Bir Kız: Neyi vermiyolar ki bunlara allah allaaaahh?
Bir Kız: Hı hı alırlar? (yüksek sesle)
(kahramanımız dayanamamaktadır fakat kafadan rengini belli edip kitleden soyutlanmak gibi bir toplumsal cezası vardır bu işin bu baskı kahramanımızı tuvaleti gelmiş de daha sınavın bitmesine bir saat varmış gibi sıkıştırır.)

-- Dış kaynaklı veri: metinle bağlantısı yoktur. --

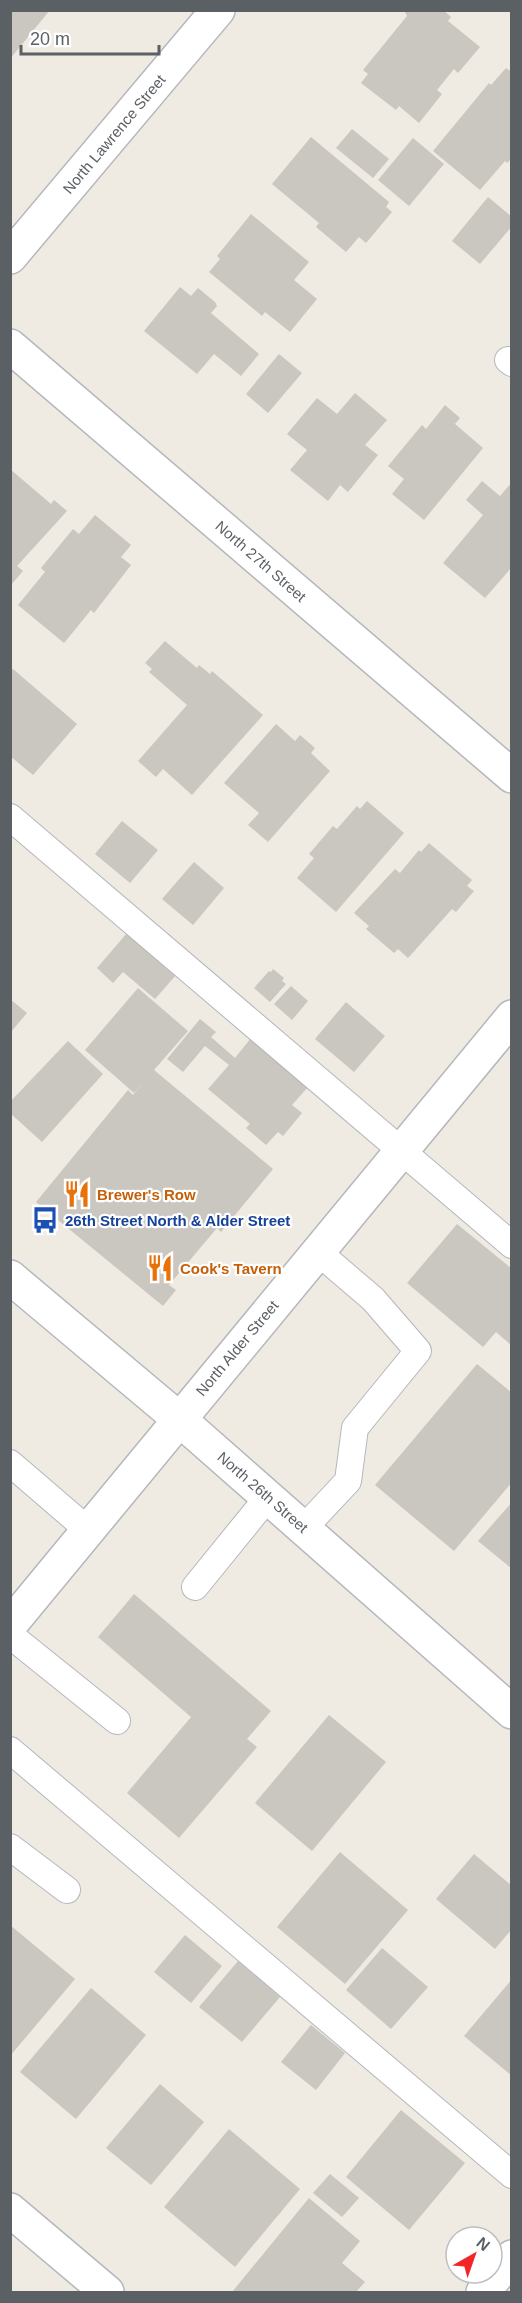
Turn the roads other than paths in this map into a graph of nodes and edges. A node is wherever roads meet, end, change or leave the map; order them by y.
1 (218, 10) edge
2 (10, 257) edge
3 (10, 346) edge
4 (512, 776) edge
5 (10, 817) edge
6 (512, 1017) edge
7 (401, 1150) junction
8 (512, 1245) edge
9 (318, 1252) junction
10 (10, 1276) edge
11 (179, 1419) junction
12 (10, 1462) edge
13 (268, 1497) junction
14 (304, 1528) junction
15 (88, 1530) junction
16 (195, 1587) dead end
17 (10, 1625) edge
18 (10, 1635) edge
19 (512, 1712) edge
20 (117, 1721) dead end
21 (10, 1750) edge
22 (10, 1847) edge
23 (67, 1890) dead end
24 (512, 2175) edge
25 (10, 2210) edge
26 (512, 2257) edge
27 (107, 2292) edge
28 (483, 2292) edge

1 - 2 street, North Lawrence Street
3 - 4 street, North 27th Street
5 - 7 lane
6 - 7 street, North Alder Street
7 - 8 lane
7 - 9 street, North Alder Street
9 - 11 street, North Alder Street
9 - 14 lane
10 - 11 street, North 26th Street
11 - 13 street, North 26th Street
11 - 15 street, North Alder Street
12 - 15 lane
13 - 14 street, North 26th Street
13 - 16 lane
14 - 19 street, North 26th Street
15 - 17 street, North Alder Street
18 - 20 lane
21 - 24 lane
22 - 23 lane
25 - 27 street
26 - 28 street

Bir Erkek: "Verecen zopayı bunlara cık cık cık" şeklinde tepkisini belirtir.
(kahramanımız bu kadar gerici nasıl bir araya gelmiş diye düşünmekten kendini alamaz. Fakat yapılacak o kadar az şey vardır ki. Burada bulunmak ve bu kitleyle derse girmek zaten bu adamların ideolojisini kabul etmek gibidir ona göre)
(sessizlik bir süre hakim olur dışardaki ses de durulmuş gibidir.)
Ve sonunda hoca da söz alır.
Hoca: O da eşittir 5 eksi 2 kök 3 (aniden soruyla ilgili başka bir şey bulmuş gibi sınıfa yüzünü döner.) Yani neden böyle yapıyolar anlamıyorum. Grev yapsınlar toplu iş bıraksınlar. Bağırınca ne oluyo ki hiç bi şey. Bana çok aptalca geliyo yani bağır bağır ne olacak?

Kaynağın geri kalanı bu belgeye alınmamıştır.